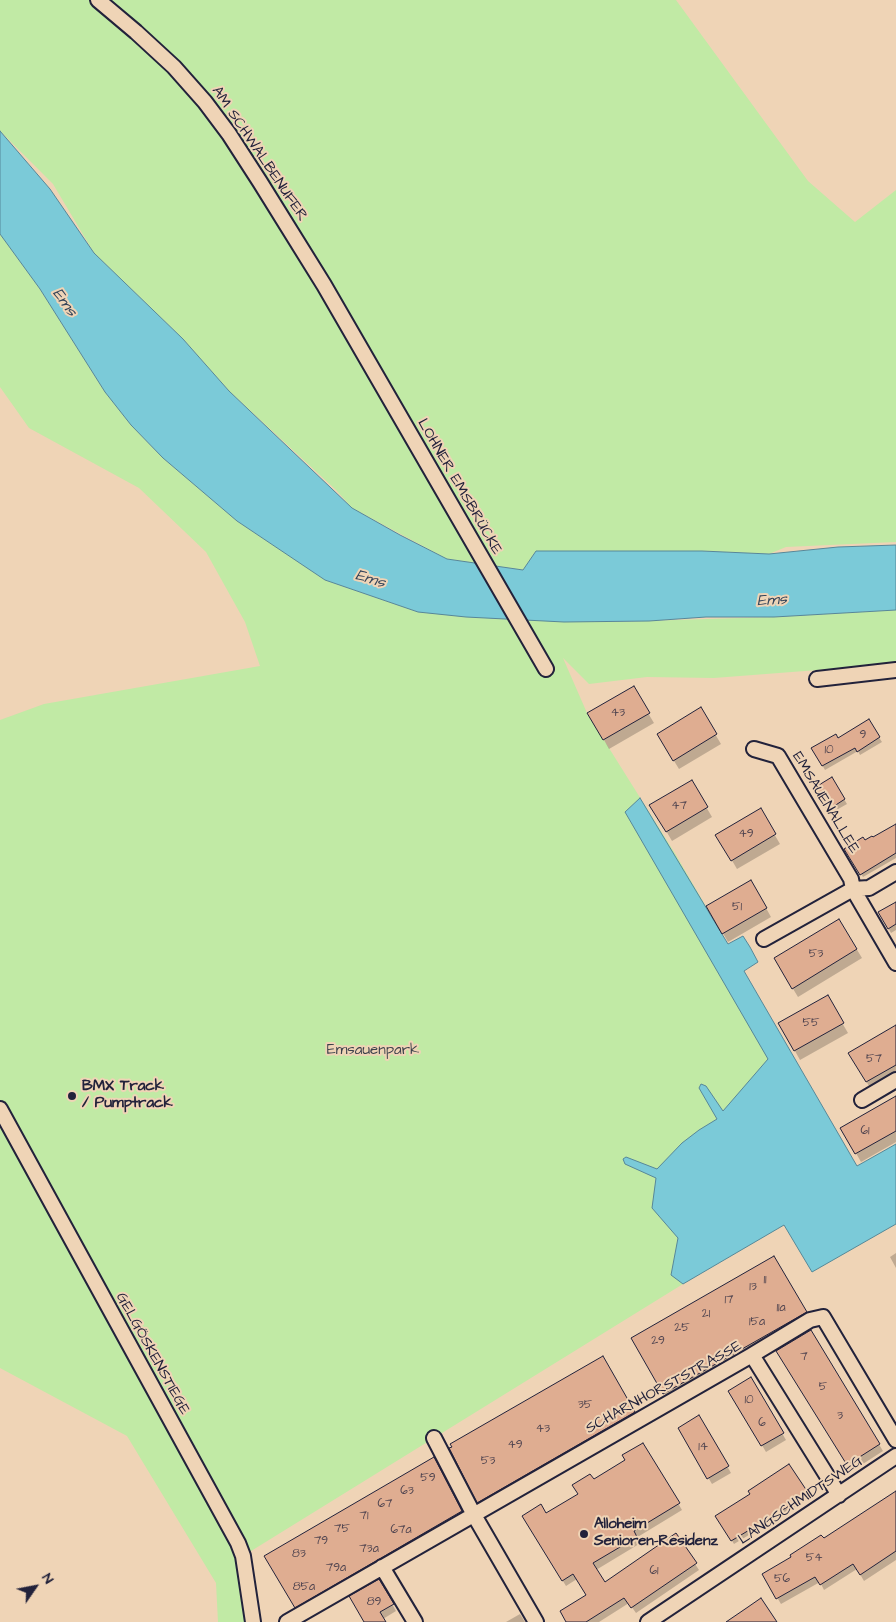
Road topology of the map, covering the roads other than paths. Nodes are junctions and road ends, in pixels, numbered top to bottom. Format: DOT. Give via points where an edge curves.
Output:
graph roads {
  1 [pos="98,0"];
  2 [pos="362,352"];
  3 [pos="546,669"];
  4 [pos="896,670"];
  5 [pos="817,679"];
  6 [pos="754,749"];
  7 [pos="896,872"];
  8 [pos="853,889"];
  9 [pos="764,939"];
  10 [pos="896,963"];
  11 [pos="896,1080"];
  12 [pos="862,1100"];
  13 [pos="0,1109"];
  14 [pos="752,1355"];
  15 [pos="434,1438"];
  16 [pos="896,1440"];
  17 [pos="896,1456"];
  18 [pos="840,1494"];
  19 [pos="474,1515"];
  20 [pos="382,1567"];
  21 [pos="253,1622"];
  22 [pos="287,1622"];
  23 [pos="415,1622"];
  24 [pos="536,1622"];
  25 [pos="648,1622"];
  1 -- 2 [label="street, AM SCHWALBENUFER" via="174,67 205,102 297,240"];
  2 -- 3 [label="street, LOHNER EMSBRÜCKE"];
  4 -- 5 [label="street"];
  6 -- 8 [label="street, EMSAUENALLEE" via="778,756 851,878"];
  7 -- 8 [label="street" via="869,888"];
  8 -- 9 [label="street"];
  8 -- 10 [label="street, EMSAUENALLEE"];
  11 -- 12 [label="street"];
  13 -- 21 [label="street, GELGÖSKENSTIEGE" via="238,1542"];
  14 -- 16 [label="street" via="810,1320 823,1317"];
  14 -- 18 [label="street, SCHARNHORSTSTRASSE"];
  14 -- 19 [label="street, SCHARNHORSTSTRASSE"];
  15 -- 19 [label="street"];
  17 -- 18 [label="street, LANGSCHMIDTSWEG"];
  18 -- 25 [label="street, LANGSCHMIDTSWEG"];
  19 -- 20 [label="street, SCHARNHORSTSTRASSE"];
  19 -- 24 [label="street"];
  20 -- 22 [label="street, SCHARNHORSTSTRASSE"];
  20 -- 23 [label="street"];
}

------------------------------------------------------------

▶ _Action item_:
Restate each line of the material word for word, skipping any picture.

▶ _Exercise solution_:
Road topology of the map, covering the roads other than paths. Nodes are junctions and road ends, in pixels, numbered top to bottom. Format: DOT. Give via points where an edge curves.
Output:
graph roads {
  1 [pos="98,0"];
  2 [pos="362,352"];
  3 [pos="546,669"];
  4 [pos="896,670"];
  5 [pos="817,679"];
  6 [pos="754,749"];
  7 [pos="896,872"];
  8 [pos="853,889"];
  9 [pos="764,939"];
  10 [pos="896,963"];
  11 [pos="896,1080"];
  12 [pos="862,1100"];
  13 [pos="0,1109"];
  14 [pos="752,1355"];
  15 [pos="434,1438"];
  16 [pos="896,1440"];
  17 [pos="896,1456"];
  18 [pos="840,1494"];
  19 [pos="474,1515"];
  20 [pos="382,1567"];
  21 [pos="253,1622"];
  22 [pos="287,1622"];
  23 [pos="415,1622"];
  24 [pos="536,1622"];
  25 [pos="648,1622"];
  1 -- 2 [label="street, AM SCHWALBENUFER" via="174,67 205,102 297,240"];
  2 -- 3 [label="street, LOHNER EMSBRÜCKE"];
  4 -- 5 [label="street"];
  6 -- 8 [label="street, EMSAUENALLEE" via="778,756 851,878"];
  7 -- 8 [label="street" via="869,888"];
  8 -- 9 [label="street"];
  8 -- 10 [label="street, EMSAUENALLEE"];
  11 -- 12 [label="street"];
  13 -- 21 [label="street, GELGÖSKENSTIEGE" via="238,1542"];
  14 -- 16 [label="street" via="810,1320 823,1317"];
  14 -- 18 [label="street, SCHARNHORSTSTRASSE"];
  14 -- 19 [label="street, SCHARNHORSTSTRASSE"];
  15 -- 19 [label="street"];
  17 -- 18 [label="street, LANGSCHMIDTSWEG"];
  18 -- 25 [label="street, LANGSCHMIDTSWEG"];
  19 -- 20 [label="street, SCHARNHORSTSTRASSE"];
  19 -- 24 [label="street"];
  20 -- 22 [label="street, SCHARNHORSTSTRASSE"];
  20 -- 23 [label="street"];
}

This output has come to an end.